Derzeit gebe es keine weiteren Informationen, teilte das Ministerium der Nachrichtenagentur AP mit.

Das Gemälde sollte ab 18. September in Abu Dhabi gezeigt werden und würde eine seiner Hauptattraktionen. Die regierungsnahe englischsprachige Zeitung "The Nation" berichtete online, Spekulationen zufolge solle das Gemälde ab 11. November gezeigt werden.

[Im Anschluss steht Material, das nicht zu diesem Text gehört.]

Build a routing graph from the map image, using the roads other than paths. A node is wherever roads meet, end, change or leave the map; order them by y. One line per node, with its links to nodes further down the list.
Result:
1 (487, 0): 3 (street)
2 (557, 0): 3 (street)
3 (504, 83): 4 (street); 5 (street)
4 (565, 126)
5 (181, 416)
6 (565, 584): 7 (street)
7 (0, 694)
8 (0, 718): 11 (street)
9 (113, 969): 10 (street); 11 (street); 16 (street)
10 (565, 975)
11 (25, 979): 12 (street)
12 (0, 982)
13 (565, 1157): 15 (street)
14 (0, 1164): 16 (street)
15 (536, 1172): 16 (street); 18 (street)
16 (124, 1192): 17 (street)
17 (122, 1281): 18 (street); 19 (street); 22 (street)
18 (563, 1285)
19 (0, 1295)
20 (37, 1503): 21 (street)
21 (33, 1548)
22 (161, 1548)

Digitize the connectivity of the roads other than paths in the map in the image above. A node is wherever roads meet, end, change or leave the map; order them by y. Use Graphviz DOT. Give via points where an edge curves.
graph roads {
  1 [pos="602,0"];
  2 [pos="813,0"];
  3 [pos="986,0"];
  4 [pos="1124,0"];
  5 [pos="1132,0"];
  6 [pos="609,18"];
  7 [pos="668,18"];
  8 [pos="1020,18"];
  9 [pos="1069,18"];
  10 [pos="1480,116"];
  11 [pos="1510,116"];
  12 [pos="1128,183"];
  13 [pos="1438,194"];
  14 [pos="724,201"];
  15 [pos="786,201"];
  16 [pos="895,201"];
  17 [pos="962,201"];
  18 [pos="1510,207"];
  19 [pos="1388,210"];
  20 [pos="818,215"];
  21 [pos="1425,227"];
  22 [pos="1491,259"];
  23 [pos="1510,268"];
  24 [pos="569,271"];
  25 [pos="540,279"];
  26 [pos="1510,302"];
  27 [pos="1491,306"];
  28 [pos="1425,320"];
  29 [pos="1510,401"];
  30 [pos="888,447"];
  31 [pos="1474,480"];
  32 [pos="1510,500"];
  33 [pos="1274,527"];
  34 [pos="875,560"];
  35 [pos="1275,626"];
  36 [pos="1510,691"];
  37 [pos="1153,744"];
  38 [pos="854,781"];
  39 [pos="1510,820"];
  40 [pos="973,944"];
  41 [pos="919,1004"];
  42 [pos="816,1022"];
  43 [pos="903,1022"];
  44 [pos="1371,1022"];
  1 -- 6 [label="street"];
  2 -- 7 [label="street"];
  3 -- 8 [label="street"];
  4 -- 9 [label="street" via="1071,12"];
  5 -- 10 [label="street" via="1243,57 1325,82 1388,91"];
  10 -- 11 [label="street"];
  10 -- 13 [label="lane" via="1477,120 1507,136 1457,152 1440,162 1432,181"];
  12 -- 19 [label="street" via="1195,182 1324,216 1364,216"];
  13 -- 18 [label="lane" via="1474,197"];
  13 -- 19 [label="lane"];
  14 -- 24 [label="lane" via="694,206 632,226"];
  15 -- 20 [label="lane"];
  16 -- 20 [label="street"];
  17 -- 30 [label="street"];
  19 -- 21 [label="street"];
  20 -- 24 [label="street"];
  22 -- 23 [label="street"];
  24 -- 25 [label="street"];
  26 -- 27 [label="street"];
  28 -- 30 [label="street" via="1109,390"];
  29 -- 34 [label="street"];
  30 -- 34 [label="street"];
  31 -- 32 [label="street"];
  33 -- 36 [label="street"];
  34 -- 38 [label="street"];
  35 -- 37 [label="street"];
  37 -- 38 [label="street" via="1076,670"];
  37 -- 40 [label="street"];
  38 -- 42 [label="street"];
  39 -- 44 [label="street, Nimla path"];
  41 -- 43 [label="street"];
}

Das Renaissance-Gemälde war im November in New York für die Rekordsumme 450 Millionen Dollar versteigert worden, wenige Tage nach Eröffnung des Louvre Abu Dhabi. Es zeigt einen blau gekleideten Christus mit einer Kristallkugel, der dem Betrachter direkt ins Gesicht blickt.

Wie das lange verschollen geglaubte Bild mit dem deutschen Titel "Erlöser der Welt" in das Museum gelangte, ist unklar. Westlichen Diplomaten zufolge war der Käufer ein Mitglied der saudi-arabischen Königsfamilie, mit engen Verbindungen zu Kronprinz Mohammed. Dieser wiederum ist mit Abu Dhabis Kronprinz Scheich Mohammed bin Said Al Nahjan befreundet.